Written at 10.30am, Sunday morning, Nov 13th, in the Roundhouse Café, just before opening time.



One week to go!


We are literally, yes literally, over the moon (from the point of view of Mars and Venus)


You know, I find it a grand misconception that there is no work for artists – on the contrary I find that the second there is a whiff of having something new to offer, one finds that that something is in instant demand.


And so, our Ausform-written shadow-puppetry short was given a chance to pilot itself in front of an audience one week early.


This was a blessing in more ways than one. For a start, our deadline for having everything ready moved closer, which means we now have the unheard-of advantage of having ample time to concentrate on the finer details that come from getting to spend quality time with your puppets.


So our first showing of We Can Stay All Day happened last night to a small audience at a fundraiser for Soundart Radio, a community radio station based on Dartington estate, Devon.

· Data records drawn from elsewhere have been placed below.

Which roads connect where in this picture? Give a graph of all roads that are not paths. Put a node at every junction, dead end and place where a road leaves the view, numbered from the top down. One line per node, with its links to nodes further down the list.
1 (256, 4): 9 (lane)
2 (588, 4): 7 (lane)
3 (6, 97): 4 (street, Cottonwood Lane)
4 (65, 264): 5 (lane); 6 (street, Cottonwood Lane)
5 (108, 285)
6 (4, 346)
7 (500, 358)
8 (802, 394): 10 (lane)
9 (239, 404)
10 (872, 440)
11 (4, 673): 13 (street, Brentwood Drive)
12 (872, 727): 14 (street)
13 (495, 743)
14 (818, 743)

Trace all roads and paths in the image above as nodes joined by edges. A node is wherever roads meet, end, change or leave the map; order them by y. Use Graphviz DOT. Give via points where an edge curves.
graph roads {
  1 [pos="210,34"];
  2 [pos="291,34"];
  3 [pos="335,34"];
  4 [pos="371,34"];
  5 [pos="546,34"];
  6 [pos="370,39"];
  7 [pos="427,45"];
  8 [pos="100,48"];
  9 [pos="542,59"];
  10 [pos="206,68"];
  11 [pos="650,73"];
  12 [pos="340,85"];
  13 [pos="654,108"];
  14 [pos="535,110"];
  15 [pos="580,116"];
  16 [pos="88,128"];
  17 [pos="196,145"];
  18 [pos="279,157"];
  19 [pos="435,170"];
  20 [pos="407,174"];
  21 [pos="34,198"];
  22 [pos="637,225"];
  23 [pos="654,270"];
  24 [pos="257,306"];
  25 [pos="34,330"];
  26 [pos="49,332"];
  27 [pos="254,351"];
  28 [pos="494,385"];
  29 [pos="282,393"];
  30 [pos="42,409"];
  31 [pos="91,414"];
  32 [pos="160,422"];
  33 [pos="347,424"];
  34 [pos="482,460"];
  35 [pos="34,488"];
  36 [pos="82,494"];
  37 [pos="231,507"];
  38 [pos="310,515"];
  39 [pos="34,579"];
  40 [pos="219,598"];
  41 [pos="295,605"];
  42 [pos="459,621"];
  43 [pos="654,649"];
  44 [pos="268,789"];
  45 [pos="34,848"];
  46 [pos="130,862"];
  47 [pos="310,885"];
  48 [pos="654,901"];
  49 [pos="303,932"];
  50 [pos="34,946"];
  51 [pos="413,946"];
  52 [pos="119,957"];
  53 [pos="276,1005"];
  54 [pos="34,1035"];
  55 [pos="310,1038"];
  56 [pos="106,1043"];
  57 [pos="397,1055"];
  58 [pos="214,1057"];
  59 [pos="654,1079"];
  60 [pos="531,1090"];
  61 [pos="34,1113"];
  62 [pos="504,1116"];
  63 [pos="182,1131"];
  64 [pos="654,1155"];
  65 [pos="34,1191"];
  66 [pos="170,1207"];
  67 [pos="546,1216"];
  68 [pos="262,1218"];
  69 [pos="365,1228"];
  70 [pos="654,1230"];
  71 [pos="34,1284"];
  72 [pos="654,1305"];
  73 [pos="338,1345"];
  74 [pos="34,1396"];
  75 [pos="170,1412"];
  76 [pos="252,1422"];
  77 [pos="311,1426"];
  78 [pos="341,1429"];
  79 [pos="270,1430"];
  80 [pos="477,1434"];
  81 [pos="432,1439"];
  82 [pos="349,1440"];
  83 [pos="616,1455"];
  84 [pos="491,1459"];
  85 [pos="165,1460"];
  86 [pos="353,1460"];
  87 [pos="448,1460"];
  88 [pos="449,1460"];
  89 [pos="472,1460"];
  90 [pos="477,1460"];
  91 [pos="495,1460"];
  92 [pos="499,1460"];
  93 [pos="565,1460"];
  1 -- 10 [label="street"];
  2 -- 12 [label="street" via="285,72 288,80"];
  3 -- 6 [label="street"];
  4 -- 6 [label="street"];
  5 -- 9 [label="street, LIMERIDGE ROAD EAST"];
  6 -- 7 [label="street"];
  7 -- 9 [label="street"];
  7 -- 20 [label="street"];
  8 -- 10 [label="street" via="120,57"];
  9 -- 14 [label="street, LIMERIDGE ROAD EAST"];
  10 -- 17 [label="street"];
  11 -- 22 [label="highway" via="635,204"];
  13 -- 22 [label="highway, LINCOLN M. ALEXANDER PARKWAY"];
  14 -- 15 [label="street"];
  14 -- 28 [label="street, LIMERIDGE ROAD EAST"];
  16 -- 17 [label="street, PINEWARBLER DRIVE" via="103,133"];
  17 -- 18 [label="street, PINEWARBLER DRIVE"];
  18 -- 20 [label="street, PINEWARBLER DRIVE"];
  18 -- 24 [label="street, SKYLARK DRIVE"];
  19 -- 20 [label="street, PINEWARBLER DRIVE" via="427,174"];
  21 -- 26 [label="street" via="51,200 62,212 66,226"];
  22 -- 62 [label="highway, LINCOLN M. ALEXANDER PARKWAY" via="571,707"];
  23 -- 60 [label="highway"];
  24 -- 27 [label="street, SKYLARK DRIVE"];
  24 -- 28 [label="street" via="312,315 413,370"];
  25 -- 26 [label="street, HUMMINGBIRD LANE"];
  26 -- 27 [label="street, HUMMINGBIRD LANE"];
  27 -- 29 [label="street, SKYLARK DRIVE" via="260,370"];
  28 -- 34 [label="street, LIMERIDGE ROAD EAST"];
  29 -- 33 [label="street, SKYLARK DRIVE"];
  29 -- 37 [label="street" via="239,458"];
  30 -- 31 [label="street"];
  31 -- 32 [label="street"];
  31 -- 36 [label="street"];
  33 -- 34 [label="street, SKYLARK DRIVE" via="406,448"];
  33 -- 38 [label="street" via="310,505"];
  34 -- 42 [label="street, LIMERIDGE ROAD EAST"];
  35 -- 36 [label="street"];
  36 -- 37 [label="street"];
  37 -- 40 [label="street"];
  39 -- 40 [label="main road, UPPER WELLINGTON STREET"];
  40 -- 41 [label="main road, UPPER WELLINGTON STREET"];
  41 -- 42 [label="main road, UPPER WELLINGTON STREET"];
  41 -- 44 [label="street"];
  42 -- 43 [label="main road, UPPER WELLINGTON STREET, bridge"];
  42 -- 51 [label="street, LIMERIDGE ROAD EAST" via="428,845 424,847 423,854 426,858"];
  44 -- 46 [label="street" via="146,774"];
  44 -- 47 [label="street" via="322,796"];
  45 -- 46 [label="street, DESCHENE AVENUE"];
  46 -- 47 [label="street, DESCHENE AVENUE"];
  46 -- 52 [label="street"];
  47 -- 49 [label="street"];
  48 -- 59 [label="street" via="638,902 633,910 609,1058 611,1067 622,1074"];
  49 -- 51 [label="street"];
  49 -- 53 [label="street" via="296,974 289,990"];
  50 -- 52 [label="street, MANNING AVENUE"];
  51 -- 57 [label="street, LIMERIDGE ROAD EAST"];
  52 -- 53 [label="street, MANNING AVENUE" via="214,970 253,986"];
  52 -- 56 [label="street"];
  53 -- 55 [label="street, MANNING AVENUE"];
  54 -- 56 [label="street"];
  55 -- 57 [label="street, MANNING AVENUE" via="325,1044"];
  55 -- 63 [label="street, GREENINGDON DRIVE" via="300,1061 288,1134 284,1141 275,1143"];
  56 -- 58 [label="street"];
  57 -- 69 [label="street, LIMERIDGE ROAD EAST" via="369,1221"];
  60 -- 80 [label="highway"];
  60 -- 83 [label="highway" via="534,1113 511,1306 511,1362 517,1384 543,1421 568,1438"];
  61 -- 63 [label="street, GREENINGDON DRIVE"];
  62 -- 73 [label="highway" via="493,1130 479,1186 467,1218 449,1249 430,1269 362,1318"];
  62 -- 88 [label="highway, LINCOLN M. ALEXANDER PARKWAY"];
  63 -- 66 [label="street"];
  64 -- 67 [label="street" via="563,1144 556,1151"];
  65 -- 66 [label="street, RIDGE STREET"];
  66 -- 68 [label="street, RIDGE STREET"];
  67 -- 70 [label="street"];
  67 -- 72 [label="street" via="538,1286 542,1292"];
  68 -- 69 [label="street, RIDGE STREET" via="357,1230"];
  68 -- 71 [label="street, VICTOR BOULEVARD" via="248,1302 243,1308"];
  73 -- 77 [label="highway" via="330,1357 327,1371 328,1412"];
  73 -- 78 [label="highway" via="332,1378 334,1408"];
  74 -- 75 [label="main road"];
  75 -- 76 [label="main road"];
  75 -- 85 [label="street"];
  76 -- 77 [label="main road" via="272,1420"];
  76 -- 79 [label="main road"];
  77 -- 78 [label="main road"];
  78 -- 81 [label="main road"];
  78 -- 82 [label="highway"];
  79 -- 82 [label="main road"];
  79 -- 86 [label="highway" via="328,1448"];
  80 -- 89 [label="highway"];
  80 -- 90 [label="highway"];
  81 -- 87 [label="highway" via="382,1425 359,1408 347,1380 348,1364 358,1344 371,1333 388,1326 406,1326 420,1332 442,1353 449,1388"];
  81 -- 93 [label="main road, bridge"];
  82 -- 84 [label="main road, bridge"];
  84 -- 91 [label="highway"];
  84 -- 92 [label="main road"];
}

It was their 5th birthday, and the event had a special resonance as many students from the now deceased Dartington College of Arts showed up to perform. Soundart, besides having a wonderful reputation for experimentation and non-commerciality has the distinction of having been born in the exact same week the announcement was made to close the college.


We thank the organisers of Ausform for encouraging us to get something new together, because frankly, I know that we probably wouldn’t have otherwise – not so soon anyway. We’ve been reminded that as artists, its best not to try always to wait for a good time to make new work, because really, there never is any time in life.


As we perform the shadow-puppets unseen by an audience (we are behind screens) its always difficult to gauge how its being received.


There was a great deal of silence, and I worried that perhaps people were just completely bored, perhaps even angry at having their precious time wasted by such utter drivel (my imagination is a little overactive). But I am pleased to say from speaking to people afterwards that the mood was one of captivation and enchantment.


If you haven’t seen shadow-puppetry live before, I urge you to. Shadows have a magic, ethereal quality to them. I put this down to the illusive quality of them: one never sees a shadow-puppet, only its shadow, floating almost intangibly, a breathing entity composed solely of light and dark.


Traditional wayang kulit shadow-puppetry was more than just a form of entertainment – the shadows were seen as mediums to the spirit world. There is something about a thing which is somewhere between the physical, tactile world, and the untouchable place where shadows dance, that taps into that part of us – the part that will always see the sun go down, even if we know that it is really the earth that is turning away from it.